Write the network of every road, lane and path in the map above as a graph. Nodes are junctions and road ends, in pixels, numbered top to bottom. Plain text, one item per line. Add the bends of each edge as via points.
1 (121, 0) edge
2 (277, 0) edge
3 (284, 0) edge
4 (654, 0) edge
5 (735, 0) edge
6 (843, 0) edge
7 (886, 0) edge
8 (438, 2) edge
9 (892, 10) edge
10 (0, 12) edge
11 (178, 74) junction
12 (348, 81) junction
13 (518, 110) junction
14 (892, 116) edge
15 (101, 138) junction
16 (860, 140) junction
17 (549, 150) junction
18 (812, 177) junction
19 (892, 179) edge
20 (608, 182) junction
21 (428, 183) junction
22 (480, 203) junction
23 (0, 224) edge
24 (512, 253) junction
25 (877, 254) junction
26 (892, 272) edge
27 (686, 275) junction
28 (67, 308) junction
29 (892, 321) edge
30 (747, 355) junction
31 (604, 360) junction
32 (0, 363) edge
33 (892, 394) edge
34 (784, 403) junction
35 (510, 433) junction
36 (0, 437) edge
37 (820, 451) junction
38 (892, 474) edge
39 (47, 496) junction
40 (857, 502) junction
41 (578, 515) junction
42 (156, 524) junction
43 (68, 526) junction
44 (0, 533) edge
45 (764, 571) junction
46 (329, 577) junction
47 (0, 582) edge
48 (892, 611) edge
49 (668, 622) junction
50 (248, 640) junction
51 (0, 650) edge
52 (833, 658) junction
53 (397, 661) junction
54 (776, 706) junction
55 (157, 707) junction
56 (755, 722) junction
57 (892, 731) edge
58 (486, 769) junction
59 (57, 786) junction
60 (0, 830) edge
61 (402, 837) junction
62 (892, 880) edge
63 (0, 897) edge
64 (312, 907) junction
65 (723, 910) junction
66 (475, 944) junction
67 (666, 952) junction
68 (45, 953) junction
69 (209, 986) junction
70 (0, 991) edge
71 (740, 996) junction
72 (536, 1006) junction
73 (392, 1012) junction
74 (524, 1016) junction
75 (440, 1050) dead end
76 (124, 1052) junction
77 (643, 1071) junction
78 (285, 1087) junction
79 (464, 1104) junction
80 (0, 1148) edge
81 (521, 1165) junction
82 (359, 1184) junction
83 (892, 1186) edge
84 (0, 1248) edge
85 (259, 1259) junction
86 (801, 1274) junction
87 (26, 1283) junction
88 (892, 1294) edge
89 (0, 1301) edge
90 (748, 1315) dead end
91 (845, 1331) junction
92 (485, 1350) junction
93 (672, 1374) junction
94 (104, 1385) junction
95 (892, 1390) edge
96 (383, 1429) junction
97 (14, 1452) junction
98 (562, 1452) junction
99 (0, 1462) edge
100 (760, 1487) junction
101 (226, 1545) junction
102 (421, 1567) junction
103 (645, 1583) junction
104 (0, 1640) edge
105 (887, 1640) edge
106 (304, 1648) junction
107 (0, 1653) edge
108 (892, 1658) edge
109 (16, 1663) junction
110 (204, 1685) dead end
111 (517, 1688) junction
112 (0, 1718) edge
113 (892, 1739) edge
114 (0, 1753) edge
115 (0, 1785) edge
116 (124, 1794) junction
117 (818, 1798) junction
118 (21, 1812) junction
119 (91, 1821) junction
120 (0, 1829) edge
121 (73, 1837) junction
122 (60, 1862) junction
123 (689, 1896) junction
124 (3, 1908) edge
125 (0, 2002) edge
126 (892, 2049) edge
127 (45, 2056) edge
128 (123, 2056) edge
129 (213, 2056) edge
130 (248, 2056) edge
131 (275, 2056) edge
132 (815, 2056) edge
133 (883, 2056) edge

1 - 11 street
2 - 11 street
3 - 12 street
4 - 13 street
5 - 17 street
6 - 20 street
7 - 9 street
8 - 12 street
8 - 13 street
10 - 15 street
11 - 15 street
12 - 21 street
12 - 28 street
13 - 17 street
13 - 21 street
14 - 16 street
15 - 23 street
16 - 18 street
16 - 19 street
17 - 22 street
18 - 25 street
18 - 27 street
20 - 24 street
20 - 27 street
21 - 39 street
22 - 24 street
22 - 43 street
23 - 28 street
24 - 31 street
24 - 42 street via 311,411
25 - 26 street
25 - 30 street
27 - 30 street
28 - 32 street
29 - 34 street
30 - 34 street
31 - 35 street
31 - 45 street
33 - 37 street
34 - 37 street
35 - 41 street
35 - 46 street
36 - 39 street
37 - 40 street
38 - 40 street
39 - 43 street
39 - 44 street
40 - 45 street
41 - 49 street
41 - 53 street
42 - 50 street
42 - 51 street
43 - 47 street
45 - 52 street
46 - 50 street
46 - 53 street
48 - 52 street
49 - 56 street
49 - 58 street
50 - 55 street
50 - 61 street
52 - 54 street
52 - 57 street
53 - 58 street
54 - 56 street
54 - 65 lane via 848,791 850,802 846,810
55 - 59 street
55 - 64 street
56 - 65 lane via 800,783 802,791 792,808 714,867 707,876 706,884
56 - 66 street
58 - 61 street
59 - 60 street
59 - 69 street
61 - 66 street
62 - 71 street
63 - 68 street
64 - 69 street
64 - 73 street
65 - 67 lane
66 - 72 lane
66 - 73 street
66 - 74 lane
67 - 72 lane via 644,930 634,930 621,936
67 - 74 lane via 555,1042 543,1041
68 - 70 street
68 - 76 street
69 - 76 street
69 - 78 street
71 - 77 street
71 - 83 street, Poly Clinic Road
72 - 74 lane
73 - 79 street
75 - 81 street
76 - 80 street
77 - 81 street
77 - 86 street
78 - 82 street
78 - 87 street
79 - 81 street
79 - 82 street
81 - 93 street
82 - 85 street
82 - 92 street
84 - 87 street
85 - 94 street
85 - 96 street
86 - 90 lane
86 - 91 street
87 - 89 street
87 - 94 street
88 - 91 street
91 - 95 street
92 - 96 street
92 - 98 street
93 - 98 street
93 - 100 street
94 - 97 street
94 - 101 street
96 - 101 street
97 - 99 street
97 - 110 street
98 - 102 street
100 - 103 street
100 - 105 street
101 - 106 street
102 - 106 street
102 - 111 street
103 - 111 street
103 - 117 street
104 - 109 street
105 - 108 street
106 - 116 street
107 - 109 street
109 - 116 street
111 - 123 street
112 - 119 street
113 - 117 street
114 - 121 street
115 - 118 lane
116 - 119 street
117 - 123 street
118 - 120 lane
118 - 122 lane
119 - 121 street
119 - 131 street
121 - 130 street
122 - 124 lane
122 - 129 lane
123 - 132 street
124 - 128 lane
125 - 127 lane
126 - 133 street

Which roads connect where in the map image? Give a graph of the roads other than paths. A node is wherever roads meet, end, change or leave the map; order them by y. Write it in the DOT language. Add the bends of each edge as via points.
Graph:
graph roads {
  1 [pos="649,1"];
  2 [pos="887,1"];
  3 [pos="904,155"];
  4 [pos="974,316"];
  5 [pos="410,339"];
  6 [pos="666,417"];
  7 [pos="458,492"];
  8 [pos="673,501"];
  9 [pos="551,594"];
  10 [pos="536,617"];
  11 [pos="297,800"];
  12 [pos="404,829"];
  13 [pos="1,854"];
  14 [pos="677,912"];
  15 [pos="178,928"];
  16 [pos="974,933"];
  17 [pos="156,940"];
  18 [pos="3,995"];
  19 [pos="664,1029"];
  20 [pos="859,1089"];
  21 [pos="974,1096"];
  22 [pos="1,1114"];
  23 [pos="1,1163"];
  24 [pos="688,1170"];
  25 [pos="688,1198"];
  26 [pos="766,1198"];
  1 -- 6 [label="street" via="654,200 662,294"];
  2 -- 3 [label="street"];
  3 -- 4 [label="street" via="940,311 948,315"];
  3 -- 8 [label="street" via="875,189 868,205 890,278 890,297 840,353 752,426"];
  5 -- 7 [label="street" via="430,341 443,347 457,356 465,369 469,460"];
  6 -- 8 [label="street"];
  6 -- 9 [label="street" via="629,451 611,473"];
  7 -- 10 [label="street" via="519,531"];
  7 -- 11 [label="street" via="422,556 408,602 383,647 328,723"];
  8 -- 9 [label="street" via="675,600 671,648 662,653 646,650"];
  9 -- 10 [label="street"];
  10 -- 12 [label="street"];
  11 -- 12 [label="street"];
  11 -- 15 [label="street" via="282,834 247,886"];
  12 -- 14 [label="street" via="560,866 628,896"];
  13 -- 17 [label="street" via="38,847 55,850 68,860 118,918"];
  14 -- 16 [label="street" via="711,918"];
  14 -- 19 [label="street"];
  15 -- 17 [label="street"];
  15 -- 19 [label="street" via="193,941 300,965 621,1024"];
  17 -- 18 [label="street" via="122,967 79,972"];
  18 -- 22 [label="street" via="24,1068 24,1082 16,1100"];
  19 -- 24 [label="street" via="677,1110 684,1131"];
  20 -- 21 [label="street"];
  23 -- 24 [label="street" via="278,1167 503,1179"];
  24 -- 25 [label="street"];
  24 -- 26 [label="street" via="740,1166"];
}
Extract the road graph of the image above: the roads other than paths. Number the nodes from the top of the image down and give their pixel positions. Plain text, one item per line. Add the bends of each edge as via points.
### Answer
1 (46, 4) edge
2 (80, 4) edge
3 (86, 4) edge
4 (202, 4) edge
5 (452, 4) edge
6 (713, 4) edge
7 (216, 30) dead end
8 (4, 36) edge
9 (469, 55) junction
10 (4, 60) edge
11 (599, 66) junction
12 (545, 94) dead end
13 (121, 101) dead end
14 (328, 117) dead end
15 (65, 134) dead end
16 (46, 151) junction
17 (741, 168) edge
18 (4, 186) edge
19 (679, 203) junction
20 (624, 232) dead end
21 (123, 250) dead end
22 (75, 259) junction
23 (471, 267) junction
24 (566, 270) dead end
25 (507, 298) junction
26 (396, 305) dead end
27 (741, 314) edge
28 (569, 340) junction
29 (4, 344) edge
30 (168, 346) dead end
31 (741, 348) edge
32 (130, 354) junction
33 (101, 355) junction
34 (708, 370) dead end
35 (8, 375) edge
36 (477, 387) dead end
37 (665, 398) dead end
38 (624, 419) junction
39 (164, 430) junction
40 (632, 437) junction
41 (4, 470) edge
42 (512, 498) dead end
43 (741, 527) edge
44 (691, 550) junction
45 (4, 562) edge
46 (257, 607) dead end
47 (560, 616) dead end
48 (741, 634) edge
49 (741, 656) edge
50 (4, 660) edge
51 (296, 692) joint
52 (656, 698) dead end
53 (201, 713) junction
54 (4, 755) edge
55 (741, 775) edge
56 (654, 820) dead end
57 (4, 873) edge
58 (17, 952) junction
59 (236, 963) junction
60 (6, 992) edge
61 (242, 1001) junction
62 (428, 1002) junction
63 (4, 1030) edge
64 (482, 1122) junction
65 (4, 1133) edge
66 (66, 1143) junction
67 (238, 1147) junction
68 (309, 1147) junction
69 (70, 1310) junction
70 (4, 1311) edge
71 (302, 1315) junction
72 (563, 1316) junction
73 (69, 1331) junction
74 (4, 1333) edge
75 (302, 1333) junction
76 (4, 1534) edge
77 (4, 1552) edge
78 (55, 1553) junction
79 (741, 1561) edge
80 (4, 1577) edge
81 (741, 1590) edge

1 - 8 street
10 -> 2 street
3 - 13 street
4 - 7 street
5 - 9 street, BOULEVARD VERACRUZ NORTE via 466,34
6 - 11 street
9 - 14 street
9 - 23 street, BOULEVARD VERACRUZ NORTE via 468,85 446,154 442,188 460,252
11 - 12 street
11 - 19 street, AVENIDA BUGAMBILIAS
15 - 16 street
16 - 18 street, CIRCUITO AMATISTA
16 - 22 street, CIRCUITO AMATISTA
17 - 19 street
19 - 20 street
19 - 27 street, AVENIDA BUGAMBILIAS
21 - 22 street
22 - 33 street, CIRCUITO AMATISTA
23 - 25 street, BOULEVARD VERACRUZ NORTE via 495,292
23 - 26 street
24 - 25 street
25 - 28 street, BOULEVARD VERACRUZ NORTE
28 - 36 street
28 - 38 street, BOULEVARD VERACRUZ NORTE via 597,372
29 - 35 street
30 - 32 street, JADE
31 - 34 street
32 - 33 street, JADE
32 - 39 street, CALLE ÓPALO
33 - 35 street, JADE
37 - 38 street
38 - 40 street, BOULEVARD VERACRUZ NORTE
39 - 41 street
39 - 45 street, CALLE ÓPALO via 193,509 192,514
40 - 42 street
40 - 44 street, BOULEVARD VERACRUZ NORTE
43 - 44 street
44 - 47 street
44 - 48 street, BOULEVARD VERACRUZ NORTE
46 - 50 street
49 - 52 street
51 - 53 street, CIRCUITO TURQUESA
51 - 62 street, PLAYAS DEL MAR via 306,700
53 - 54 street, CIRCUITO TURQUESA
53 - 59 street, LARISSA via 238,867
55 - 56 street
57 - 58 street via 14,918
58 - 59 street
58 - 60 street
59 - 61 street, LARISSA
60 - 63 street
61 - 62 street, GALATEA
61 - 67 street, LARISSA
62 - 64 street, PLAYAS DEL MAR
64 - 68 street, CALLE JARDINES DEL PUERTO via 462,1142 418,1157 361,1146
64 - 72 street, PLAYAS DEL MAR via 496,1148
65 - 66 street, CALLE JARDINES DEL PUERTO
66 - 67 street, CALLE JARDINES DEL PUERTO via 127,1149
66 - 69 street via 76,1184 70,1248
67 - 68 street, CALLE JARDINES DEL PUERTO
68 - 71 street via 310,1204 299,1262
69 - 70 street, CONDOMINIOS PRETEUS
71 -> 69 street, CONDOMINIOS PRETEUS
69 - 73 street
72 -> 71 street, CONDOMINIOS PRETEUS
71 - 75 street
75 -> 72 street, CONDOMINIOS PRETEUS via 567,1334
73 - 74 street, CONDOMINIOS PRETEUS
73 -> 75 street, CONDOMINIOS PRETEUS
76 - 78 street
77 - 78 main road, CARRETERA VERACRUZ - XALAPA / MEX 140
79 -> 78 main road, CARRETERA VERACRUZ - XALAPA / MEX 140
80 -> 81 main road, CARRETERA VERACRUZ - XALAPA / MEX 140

============

_About this exercise_: Return only the count of lines in the records that hold the word "LARISSA".

_Output for this exercise_: 3